Task requirements:
The span to be transcribed begins with the line that contains "Build a routing" and ends with the last line of the listing; copy it exactly and include nothing else.
################
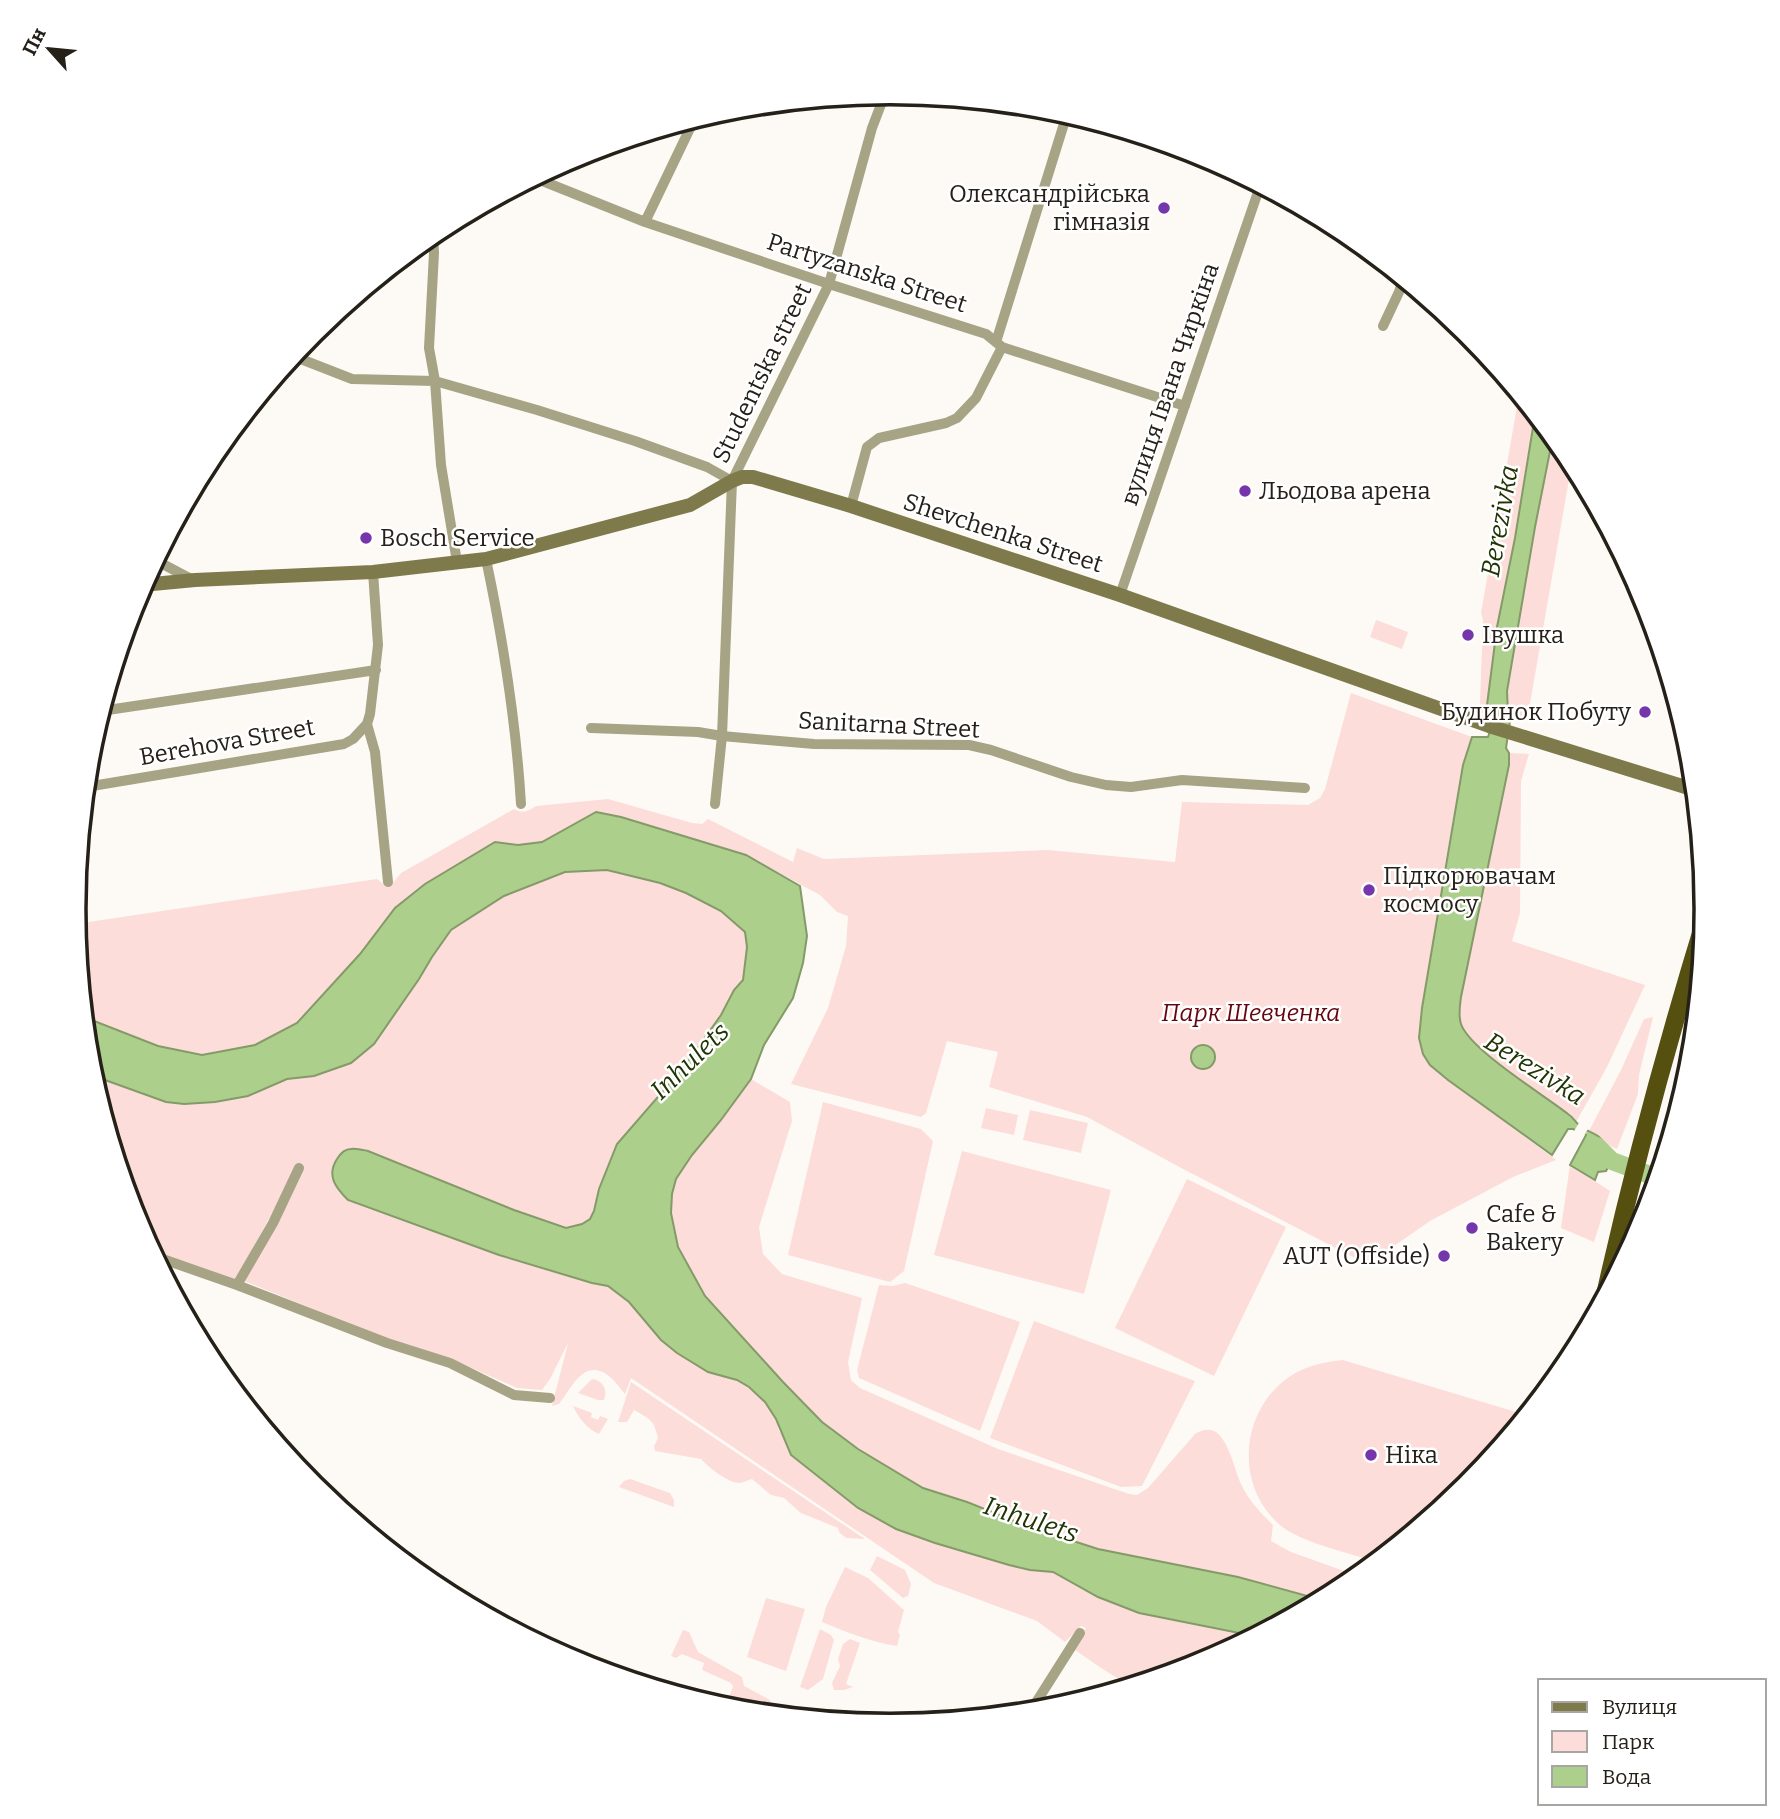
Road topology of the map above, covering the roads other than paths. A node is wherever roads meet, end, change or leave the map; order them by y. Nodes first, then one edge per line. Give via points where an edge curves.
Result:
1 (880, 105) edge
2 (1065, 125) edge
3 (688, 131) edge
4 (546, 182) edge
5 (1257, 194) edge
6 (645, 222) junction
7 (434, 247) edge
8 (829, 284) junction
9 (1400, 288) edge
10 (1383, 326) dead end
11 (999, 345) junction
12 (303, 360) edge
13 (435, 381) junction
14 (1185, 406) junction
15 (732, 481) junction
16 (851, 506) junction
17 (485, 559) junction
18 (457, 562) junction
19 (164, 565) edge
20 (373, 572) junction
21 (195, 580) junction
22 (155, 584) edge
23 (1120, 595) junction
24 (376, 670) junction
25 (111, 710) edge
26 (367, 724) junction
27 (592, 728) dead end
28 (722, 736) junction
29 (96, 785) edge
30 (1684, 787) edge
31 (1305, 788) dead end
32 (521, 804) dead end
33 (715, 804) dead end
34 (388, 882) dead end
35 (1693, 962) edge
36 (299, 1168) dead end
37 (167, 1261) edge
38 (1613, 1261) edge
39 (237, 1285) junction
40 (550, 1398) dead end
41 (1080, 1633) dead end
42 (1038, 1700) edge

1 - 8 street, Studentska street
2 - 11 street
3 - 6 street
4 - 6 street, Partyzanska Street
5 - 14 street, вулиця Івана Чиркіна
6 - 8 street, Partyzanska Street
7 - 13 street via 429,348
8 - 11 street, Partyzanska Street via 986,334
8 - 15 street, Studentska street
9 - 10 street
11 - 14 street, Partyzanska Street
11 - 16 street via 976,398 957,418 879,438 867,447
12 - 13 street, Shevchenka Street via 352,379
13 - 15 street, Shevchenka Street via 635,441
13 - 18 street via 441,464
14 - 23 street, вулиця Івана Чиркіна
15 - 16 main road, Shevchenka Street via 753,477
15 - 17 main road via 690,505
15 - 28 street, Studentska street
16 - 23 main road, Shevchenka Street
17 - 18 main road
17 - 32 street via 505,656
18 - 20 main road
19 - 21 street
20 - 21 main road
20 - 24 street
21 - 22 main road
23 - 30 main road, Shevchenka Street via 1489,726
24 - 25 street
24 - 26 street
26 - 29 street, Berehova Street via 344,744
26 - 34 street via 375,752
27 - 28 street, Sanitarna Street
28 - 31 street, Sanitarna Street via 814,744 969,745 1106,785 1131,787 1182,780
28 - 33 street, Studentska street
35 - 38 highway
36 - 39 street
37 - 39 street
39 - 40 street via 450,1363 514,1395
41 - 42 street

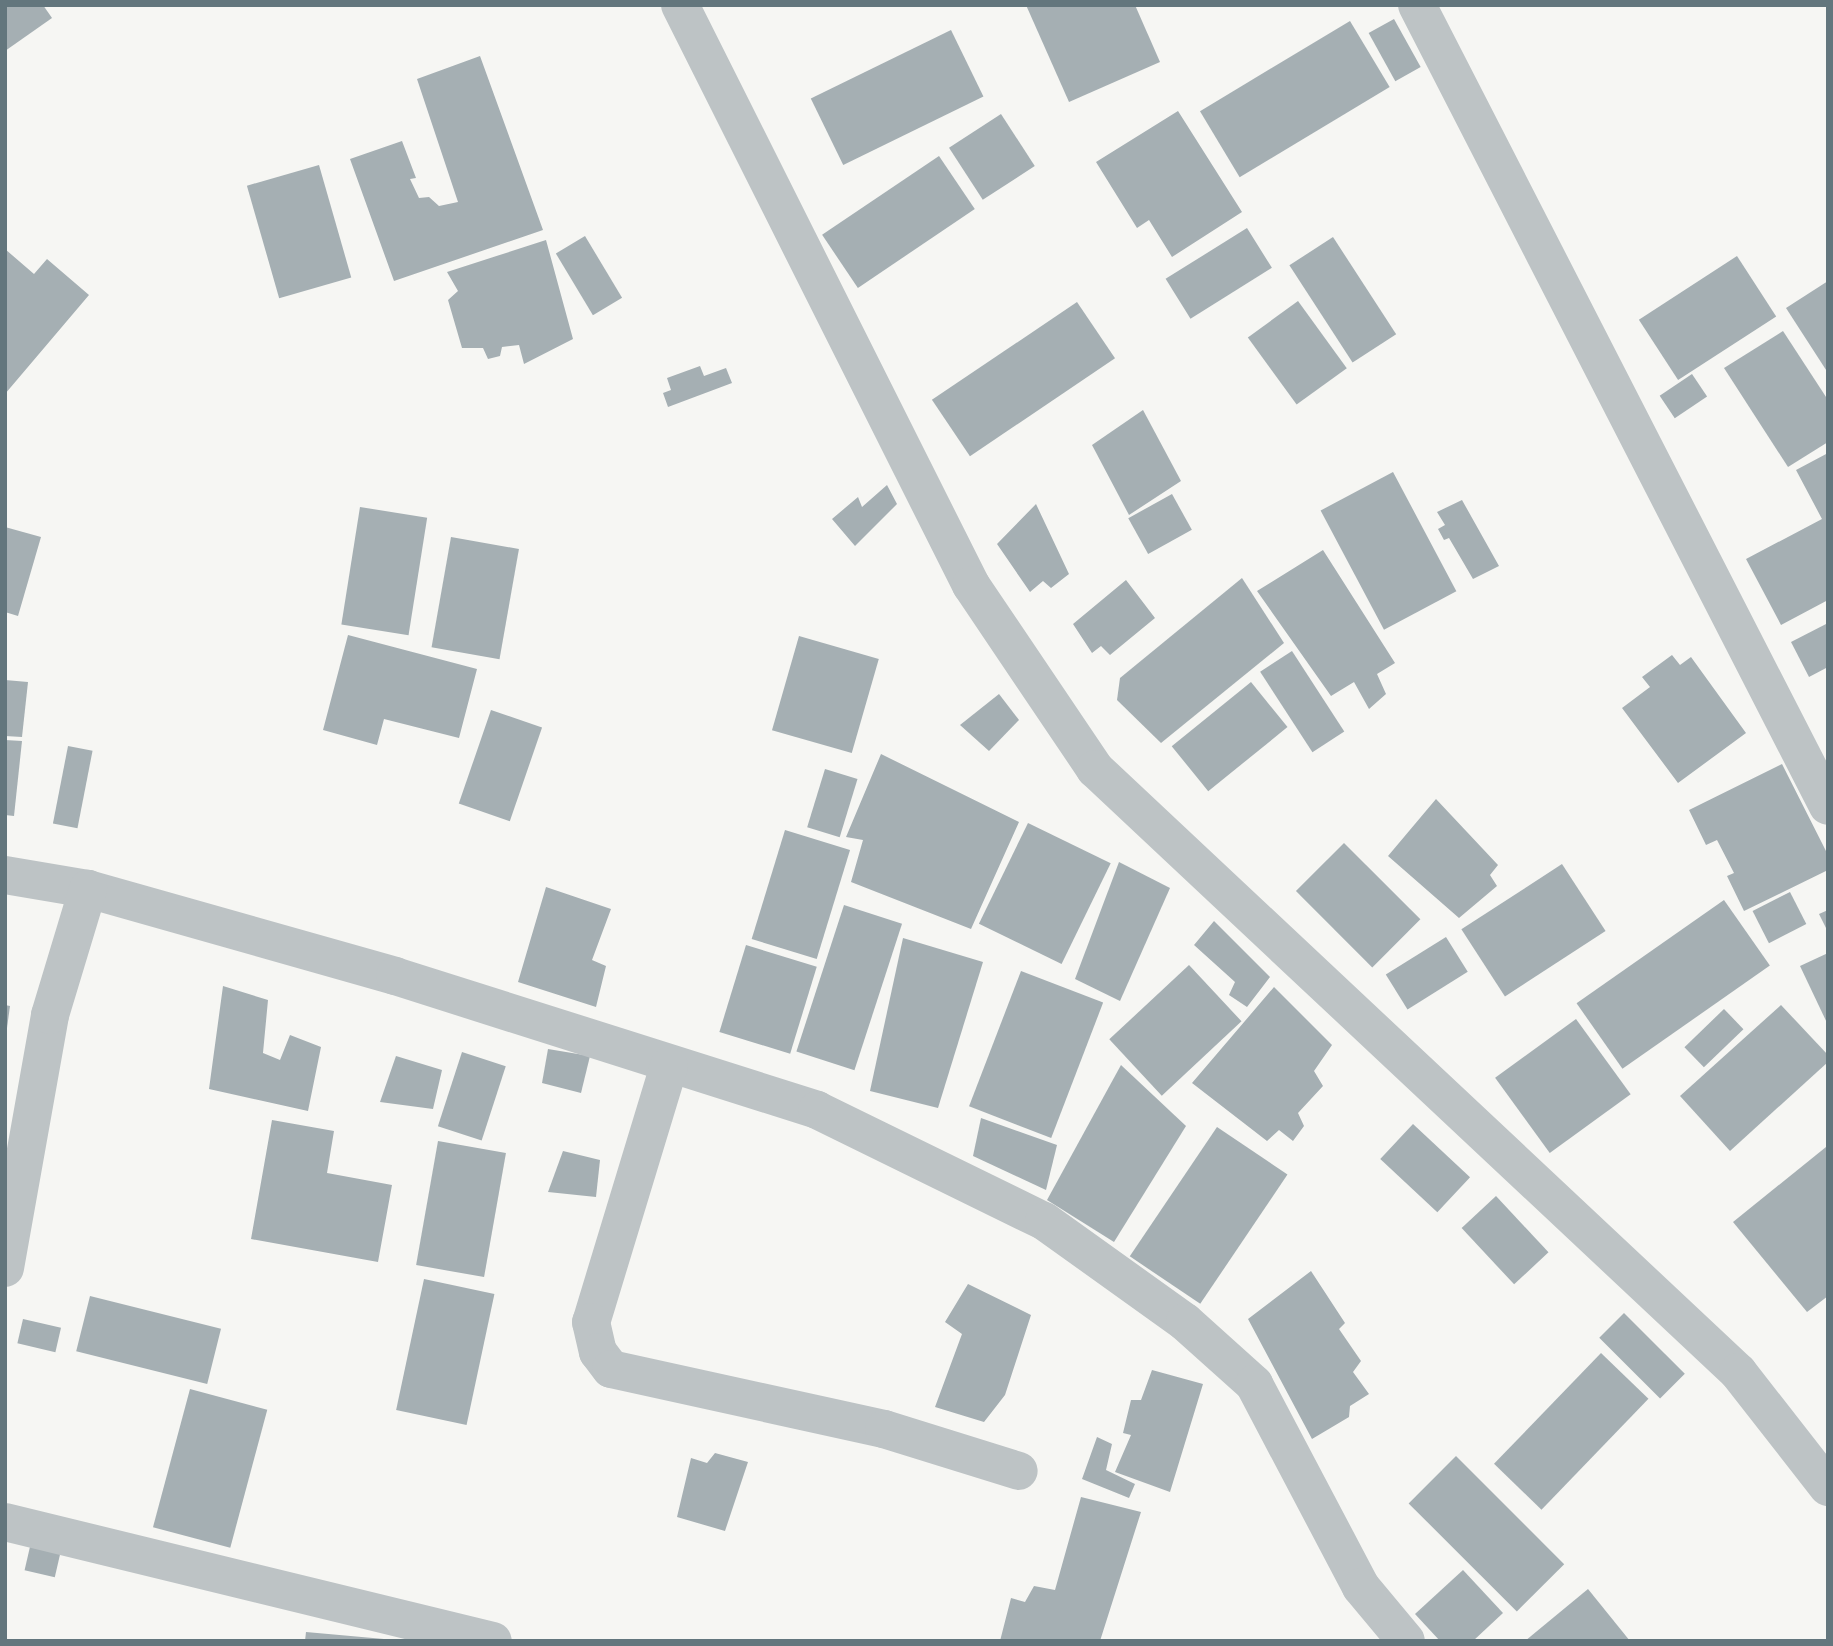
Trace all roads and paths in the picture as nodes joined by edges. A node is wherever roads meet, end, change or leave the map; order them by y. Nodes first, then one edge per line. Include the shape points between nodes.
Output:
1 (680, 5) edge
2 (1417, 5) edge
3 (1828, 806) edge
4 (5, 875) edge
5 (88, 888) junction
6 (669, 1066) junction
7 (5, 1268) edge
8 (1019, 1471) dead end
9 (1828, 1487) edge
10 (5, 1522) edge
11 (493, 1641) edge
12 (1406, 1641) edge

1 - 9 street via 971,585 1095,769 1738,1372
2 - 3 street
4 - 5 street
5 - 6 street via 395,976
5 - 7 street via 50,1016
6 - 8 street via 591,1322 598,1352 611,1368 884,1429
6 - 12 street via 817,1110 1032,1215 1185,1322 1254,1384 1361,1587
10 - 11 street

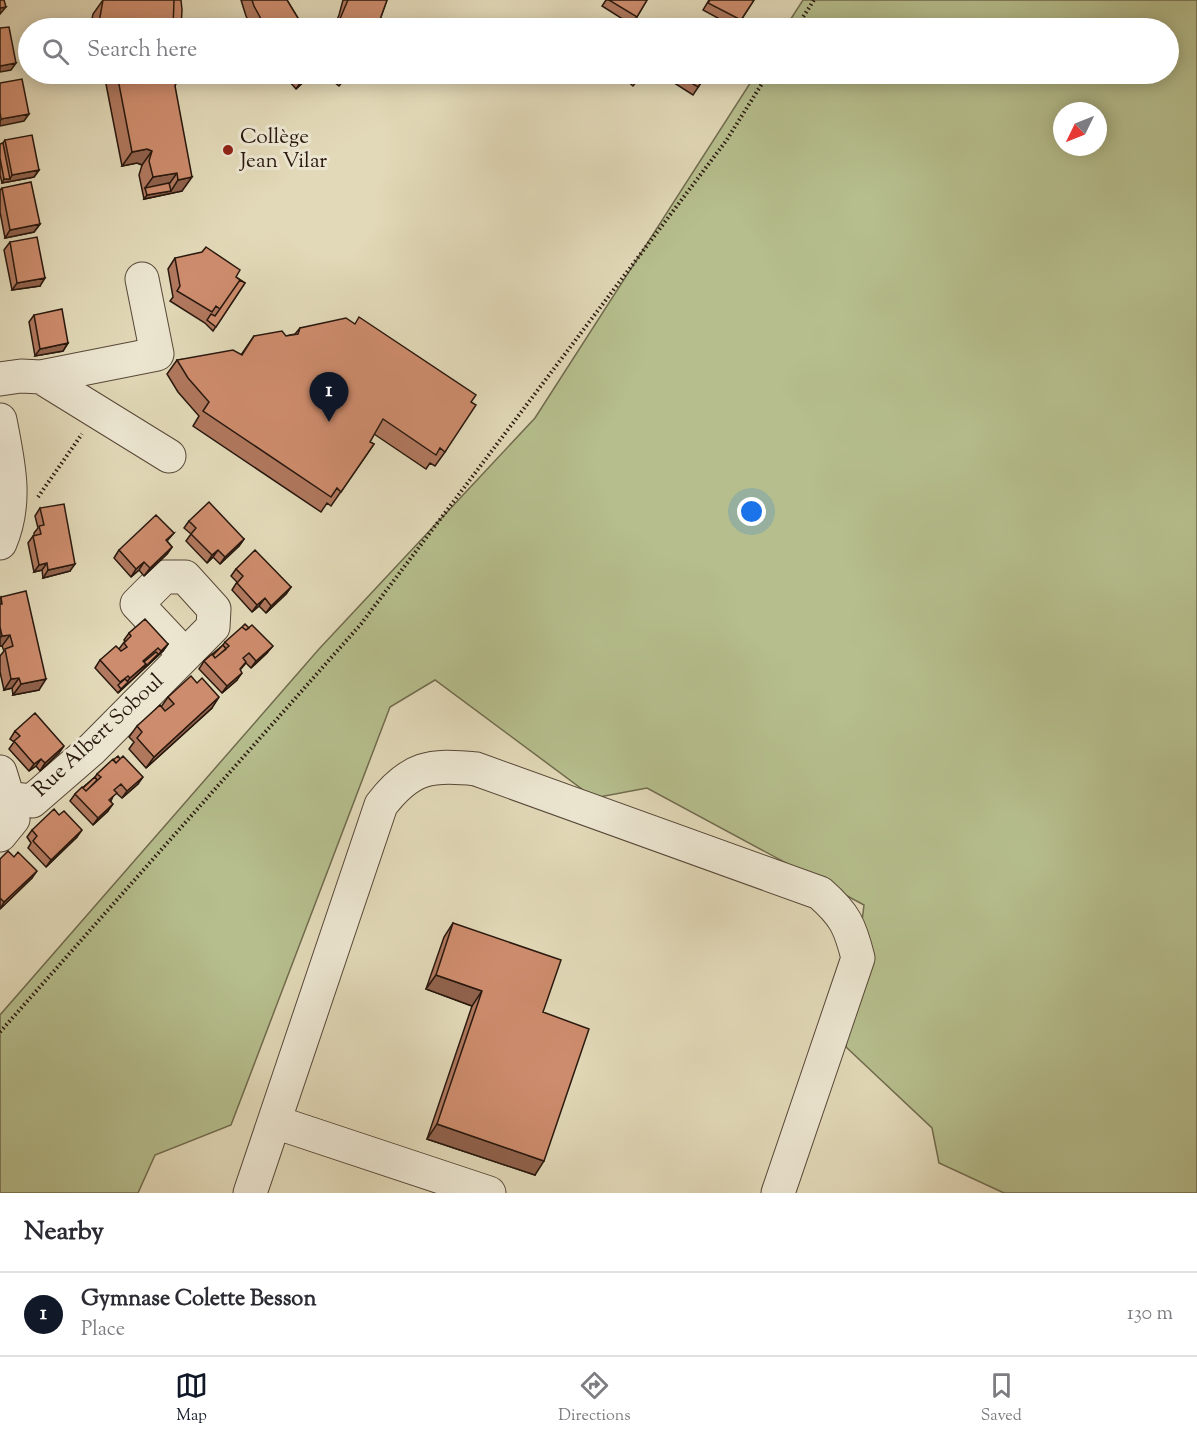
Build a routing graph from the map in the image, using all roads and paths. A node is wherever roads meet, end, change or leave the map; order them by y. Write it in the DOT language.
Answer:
################
Reply:
Build a routing graph from the map in the image, using all roads and paths. A node is wherever roads meet, end, change or leave the map; order them by y. Write it in the DOT language.
Answer:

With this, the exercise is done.